No 104 – Invasion of the Body Snatchers at the Book Council

Crime fiction novelist Mark Camilleri is the new Executive Chairman of the National Book Council
Crime fiction novelist Mark Camilleri is the new Executive Chairman of the National Book Council

What are we skinning? The National Book Council replacing outgoing Executive Chairman, Mark Camilleri, with the new Executive Chairman, Mark Camilleri.

Why are we skinning it? I mean come on... how can we not?

So wait, you’re saying that the outgoing chairman’s contract was simply renewed after all? No, no. He IS being replaced.

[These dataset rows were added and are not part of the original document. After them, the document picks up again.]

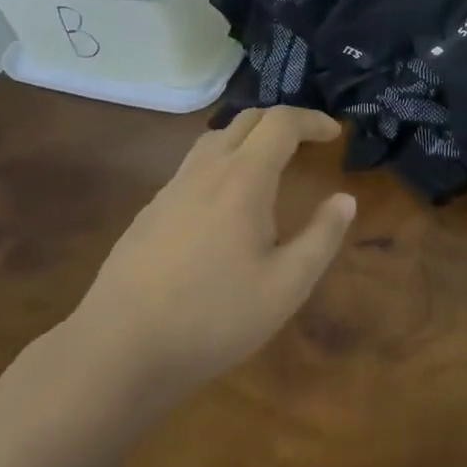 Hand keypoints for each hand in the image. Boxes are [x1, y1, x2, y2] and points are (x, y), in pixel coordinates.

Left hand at [62, 106, 356, 400]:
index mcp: (243, 178)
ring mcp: (172, 187)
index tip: (334, 134)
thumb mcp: (286, 286)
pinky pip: (193, 166)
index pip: (281, 123)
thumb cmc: (214, 316)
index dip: (312, 120)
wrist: (121, 346)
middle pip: (245, 120)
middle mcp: (205, 170)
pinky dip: (221, 163)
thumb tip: (345, 199)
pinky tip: (224, 204)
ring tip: (269, 164)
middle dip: (282, 122)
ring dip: (248, 138)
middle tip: (307, 141)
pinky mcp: (151, 210)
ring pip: (214, 139)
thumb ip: (321, 237) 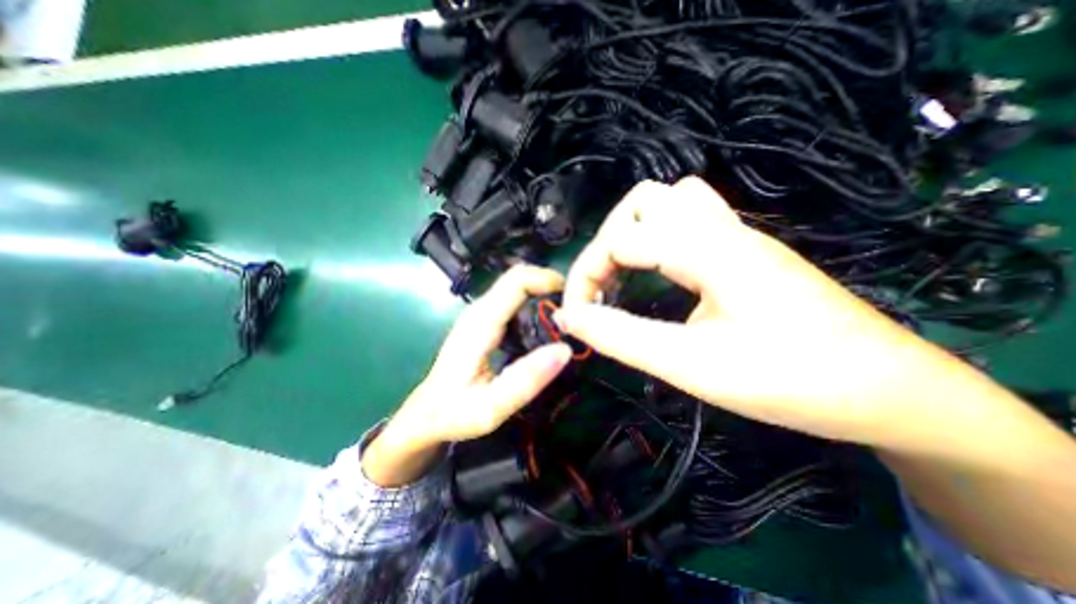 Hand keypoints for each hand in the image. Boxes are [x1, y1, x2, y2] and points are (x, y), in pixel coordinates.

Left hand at [366, 265, 575, 484]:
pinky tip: (547, 326)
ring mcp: (480, 315)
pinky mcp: (483, 323)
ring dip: (543, 293)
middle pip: (518, 279)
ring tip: (567, 317)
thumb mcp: (490, 408)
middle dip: (550, 285)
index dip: (547, 279)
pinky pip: (513, 301)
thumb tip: (565, 349)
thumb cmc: (453, 413)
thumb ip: (526, 380)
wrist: (425, 416)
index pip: (516, 280)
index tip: (574, 298)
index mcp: (481, 322)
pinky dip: (534, 304)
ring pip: (516, 288)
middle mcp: (479, 310)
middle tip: (577, 310)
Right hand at [560, 175, 985, 448]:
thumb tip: (571, 318)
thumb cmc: (793, 381)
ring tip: (622, 273)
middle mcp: (721, 228)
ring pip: (669, 201)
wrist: (890, 391)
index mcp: (708, 249)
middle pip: (642, 202)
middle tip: (599, 289)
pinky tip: (658, 270)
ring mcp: (737, 235)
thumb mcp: (692, 366)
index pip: (618, 241)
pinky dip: (659, 236)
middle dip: (605, 243)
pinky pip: (691, 219)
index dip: (584, 276)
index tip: (574, 315)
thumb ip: (623, 337)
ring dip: (633, 232)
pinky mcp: (744, 250)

By himself? You’re still not getting it?! This really shouldn’t be all that confusing.

But it is. Clearly.

So what’s happening? Okay so... *deep breath* occasionally bearded and often controversial historian (and bearer of a ‘brown Marxist ass’) Mark Camilleri’s replacement at the highest National Book Council post will be decidedly less controversial crime novelist and (as of recently, due to the development under question) educator Mark Camilleri.

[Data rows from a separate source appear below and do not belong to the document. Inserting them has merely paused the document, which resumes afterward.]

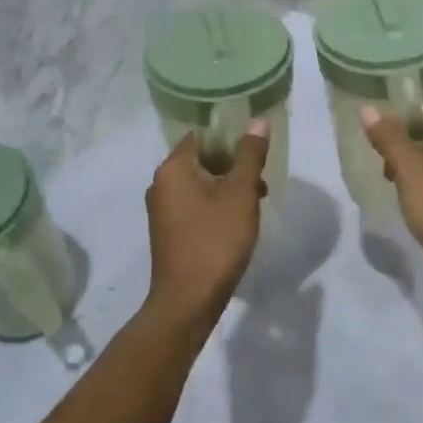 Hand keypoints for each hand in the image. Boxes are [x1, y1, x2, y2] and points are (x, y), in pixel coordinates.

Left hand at [145, 121, 270, 333]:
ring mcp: (162, 209)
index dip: (230, 137)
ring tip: (256, 201)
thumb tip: (258, 121)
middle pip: (202, 159)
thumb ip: (250, 155)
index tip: (256, 148)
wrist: (188, 300)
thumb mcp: (241, 193)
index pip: (202, 136)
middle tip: (261, 177)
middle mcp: (161, 184)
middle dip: (233, 164)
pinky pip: (195, 204)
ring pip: (200, 184)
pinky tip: (238, 221)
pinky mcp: (168, 231)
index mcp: (173, 168)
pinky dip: (216, 205)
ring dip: (228, 186)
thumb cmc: (215, 240)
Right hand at [360, 102, 422, 297]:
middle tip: (376, 148)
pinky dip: (419, 178)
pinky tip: (401, 191)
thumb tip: (367, 109)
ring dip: (409, 160)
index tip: (377, 115)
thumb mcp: (409, 170)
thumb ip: (388, 138)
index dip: (405, 107)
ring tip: (385, 173)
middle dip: (403, 137) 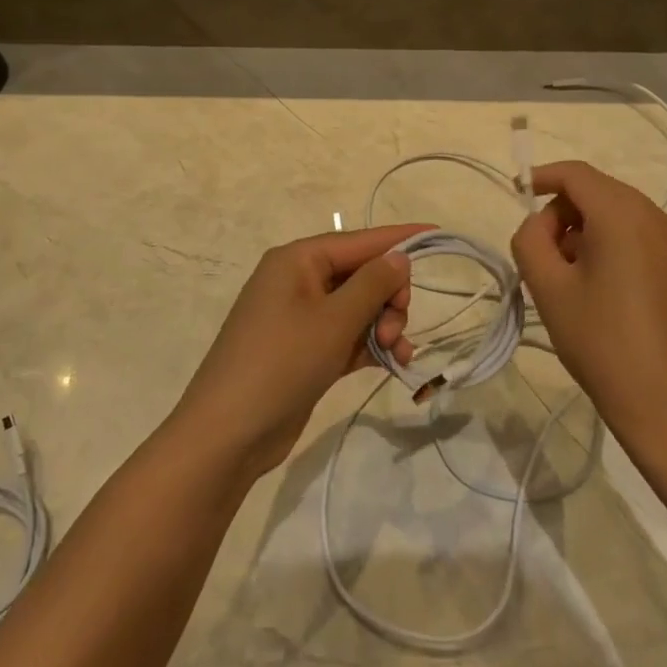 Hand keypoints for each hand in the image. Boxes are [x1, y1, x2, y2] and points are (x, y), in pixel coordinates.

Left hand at [170, 224, 427, 482]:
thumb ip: (372, 284)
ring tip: (397, 352)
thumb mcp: (333, 320)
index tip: (437, 233)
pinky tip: (394, 362)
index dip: (398, 238)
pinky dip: (370, 345)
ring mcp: (299, 318)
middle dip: (388, 297)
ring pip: (357, 308)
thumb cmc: (282, 362)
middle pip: (360, 274)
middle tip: (397, 326)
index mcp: (297, 260)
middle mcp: (298, 281)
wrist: (229, 433)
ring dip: (383, 325)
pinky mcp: (305, 351)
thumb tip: (399, 256)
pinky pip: (347, 335)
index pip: (358, 240)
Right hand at [511, 161, 666, 453]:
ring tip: (569, 276)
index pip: (577, 175)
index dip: (543, 177)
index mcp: (624, 216)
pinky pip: (642, 238)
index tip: (517, 192)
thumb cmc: (602, 342)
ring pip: (622, 215)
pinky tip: (602, 290)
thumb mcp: (548, 288)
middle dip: (564, 211)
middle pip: (601, 192)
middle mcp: (658, 219)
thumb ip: (530, 239)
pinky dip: (613, 245)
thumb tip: (542, 224)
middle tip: (541, 252)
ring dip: (588, 230) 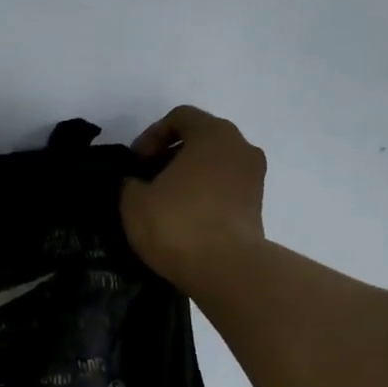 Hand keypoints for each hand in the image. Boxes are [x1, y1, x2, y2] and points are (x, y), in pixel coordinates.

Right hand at [120, 106, 267, 293]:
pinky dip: (204, 198)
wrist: (225, 269)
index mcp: (214, 133)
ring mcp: (254, 178)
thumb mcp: (134, 200)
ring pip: (214, 166)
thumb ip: (131, 182)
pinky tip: (184, 222)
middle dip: (171, 157)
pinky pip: (224, 190)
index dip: (151, 136)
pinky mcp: (257, 207)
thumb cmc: (177, 223)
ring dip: (189, 179)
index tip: (135, 165)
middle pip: (201, 140)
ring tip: (164, 205)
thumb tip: (137, 183)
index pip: (180, 117)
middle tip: (147, 183)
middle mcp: (241, 147)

Did they really have to go with someone who’s got the same name? It certainly saves on clerical work.

That’s what everyone’s saying online. Yes, it’s one of the strands that’s being picked on right now.

But joking aside, what are Mark Camilleri 2.0’s qualifications for such a highly vaunted public role? Those seem to be rather thin on the ground, truth be told.

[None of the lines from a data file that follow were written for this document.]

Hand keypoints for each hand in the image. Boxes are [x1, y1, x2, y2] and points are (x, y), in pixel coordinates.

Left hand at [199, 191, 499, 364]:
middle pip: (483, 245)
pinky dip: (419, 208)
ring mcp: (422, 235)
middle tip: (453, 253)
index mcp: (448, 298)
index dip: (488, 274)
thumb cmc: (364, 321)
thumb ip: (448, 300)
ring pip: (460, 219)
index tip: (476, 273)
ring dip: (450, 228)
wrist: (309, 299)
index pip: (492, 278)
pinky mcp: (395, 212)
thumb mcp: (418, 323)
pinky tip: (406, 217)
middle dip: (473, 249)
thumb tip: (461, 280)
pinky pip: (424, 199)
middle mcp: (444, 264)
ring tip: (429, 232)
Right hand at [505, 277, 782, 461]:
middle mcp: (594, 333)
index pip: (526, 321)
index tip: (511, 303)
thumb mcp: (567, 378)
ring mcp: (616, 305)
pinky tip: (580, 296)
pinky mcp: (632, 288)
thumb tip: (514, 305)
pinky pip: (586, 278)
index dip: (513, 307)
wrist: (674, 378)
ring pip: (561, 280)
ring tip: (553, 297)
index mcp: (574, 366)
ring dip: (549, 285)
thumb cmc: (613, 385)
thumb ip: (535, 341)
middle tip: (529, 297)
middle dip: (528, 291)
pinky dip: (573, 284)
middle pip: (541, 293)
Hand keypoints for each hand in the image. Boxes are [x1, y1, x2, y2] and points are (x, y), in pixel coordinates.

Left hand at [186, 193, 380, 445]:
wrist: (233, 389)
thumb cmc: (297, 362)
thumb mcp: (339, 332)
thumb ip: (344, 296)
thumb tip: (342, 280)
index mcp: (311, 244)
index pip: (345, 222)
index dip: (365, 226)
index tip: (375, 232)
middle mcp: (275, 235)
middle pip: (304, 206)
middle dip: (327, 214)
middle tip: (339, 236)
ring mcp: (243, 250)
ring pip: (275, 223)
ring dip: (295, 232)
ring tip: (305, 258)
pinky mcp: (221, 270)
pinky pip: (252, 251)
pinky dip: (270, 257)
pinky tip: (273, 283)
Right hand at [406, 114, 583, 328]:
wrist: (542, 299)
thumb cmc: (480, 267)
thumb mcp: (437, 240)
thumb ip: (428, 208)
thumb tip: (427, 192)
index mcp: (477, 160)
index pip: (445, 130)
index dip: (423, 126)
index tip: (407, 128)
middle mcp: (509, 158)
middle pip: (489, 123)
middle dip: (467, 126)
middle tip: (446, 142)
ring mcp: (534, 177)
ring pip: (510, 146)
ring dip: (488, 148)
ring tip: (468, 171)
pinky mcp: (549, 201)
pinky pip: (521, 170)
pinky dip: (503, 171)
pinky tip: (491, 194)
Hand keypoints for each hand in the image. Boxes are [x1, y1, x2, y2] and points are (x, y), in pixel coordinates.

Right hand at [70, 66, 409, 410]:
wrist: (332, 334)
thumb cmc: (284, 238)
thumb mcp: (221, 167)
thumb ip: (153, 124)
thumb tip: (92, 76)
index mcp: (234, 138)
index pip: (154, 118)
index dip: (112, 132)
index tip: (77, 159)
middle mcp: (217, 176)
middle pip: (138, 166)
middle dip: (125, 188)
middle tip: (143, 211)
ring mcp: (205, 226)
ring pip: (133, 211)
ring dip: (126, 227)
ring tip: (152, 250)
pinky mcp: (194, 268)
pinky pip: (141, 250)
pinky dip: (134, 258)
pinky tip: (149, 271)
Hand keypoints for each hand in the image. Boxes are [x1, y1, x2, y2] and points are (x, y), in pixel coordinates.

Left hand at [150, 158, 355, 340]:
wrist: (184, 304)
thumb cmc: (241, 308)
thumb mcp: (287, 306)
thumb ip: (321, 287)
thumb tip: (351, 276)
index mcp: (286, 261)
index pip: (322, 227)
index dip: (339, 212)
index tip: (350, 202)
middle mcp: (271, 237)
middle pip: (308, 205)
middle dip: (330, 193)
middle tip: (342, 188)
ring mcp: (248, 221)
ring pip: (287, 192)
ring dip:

So why was he appointed? That’s something you’ll have to ask the people in question, whoever they may be.

At this stage, it kinda looks like trolling. Yes, that’s another strand of the subsequent online reaction.

But wait a minute, wasn’t Mark Camilleri 1.0’s appointment more or less greeted with the same kind of backlash? You’re correct in saying that. Here was a young, vocal upstart who got into trouble with the former (PN) government for publishing an explicit short story in a student magazine he edited, only to then be awarded a plum job as the head of the National Book Council when the political tide changed.

It did come off as a blatant ‘screw you’ to the outgoing government back in 2013... But the results speak for themselves.

How so? Camilleri did seem to run a tight ship at the Book Council, spearheading a number of key initiatives and funds that helped boost the profile of local literary products and all literature-adjacent educational efforts in the public sphere. Also, the Book Festival – or Book Fair, as it was formerly known – was a glorified book bazaar at the best of times prior to Camilleri’s time. This year, its guest of honour is one Irvine Welsh.

But who’s to say Mark Camilleri 2.0 will enact his duties in a similarly inspirational fashion? Nobody can predict what will happen. But either way, Camilleri 1.0 has laid down quite the solid groundwork, and Camilleri 2.0 already makes for a far better look than most public appointees within Maltese cultural bodies.

How do you mean? For starters, he certainly has a genuine interest in books – he is possibly the closest thing we have to a consistently popular genre fiction author, and very much a part of the community of stakeholders he will be militating for... which is far more than can be said about, for example, certain individuals heading highly prestigious institutions centered within and around our capital city...

You mean the guy who put kids’ mini-golf planters in front of Renzo Piano’s parliament building? Yes. Now there’s some bona fide trolling for you, right there.

Do say: “We’re all allowed to have a chuckle at ‘Mark Camilleri being replaced by Mark Camilleri’, but as was the case the first time around, let’s give the new guy his due. He certainly loves books.”

Don’t say: “To be honest, ‘Close your eyes and pretend nothing’s changed’ has been my coping mechanism when it comes to all national developments in recent years, and I have no intention of stopping now.”